Fifty years ago this month, The Plaza in New York was the first hotel to discover just how much trouble rock stars on tour could be after hosting the Beatles during their first US tour.
The Beatles arrived at the Plaza in February 1964 and stayed for six days. Their reservations were made under their real names, which, because they were largely unknown in America, didn't alert the operator that a tidal wave of teens was about to descend on the grand hotel. The Beatles stayed in suites 1260, 1263, 1264 and 1273 – all small suites in 1964 – and were on the 58th Street side of the hotel "so they wouldn't be as noticeable if they looked out the window," one internal memo stated.

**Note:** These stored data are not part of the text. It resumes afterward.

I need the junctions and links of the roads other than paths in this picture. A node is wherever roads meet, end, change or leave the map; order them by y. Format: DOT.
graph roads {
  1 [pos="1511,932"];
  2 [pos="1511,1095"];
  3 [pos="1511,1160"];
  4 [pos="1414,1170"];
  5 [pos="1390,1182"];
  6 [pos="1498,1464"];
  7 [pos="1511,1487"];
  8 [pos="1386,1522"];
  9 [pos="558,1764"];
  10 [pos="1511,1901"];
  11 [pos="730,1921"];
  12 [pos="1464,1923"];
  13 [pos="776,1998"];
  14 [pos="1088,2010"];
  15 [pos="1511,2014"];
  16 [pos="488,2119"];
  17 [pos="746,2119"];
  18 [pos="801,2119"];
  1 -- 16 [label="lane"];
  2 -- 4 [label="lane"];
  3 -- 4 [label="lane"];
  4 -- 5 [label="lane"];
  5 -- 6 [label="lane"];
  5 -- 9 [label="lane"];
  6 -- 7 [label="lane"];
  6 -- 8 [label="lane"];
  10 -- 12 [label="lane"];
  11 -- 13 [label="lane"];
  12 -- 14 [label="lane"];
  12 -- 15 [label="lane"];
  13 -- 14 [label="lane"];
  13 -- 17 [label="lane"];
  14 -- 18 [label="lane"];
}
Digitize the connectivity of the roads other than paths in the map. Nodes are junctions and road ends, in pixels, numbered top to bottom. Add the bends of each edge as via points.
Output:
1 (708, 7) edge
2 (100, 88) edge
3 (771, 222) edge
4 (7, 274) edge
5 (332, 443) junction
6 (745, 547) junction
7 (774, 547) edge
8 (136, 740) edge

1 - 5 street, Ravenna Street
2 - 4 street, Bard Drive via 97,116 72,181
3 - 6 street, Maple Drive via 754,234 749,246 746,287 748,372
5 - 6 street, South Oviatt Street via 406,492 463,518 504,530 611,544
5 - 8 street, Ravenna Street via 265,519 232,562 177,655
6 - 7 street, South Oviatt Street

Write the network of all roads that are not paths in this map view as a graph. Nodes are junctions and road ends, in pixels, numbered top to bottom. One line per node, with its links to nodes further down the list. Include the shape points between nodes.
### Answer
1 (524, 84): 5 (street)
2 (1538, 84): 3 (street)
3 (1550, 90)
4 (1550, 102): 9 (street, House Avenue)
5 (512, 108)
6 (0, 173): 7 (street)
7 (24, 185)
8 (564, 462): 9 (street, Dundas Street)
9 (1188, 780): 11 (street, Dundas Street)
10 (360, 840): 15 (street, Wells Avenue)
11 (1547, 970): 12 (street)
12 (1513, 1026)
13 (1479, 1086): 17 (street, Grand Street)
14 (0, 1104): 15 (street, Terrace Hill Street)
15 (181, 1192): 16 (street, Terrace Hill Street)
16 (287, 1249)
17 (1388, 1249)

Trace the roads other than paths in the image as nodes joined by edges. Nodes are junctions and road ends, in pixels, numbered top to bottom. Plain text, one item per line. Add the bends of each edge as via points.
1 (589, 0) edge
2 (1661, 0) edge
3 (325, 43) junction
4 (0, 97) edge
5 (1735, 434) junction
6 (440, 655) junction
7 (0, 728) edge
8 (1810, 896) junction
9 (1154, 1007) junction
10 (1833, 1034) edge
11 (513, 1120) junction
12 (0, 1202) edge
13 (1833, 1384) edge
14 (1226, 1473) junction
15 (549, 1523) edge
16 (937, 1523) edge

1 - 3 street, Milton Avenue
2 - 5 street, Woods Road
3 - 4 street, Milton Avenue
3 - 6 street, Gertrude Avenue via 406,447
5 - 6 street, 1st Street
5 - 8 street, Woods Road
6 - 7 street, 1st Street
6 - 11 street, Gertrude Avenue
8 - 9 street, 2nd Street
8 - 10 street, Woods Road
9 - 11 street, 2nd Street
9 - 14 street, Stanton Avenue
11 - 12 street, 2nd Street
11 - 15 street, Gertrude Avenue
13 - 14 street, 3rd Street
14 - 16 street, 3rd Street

One hotel employee was desperately trying to reach the Beatles manager Brian Epstein by phone and couldn't get through. She raced up to the Beatles' twelfth floor suite where she was outraged to see one of the photographers snapping pictures of a Beatle jumping on the bed in his room – and coaching him to go ever higher.
"Shocked and horrified, she turned on the lens man with the full force of her Irish temper. "How dare you do this to The Plaza? Why are you manufacturing these sensational pictures? This boy is probably afraid not to go along with the press, and just look what he's doing to our beautiful satin covers. Nobody acts this way at The Plaza, nobody, not even the Beatles. Now stop this nonsense this very minute," Eve Brown wrote.
As gentle applause issued from newsmen who had been observing from the sidelines, the photographer, crushed beneath the fine fury, quickly slunk away."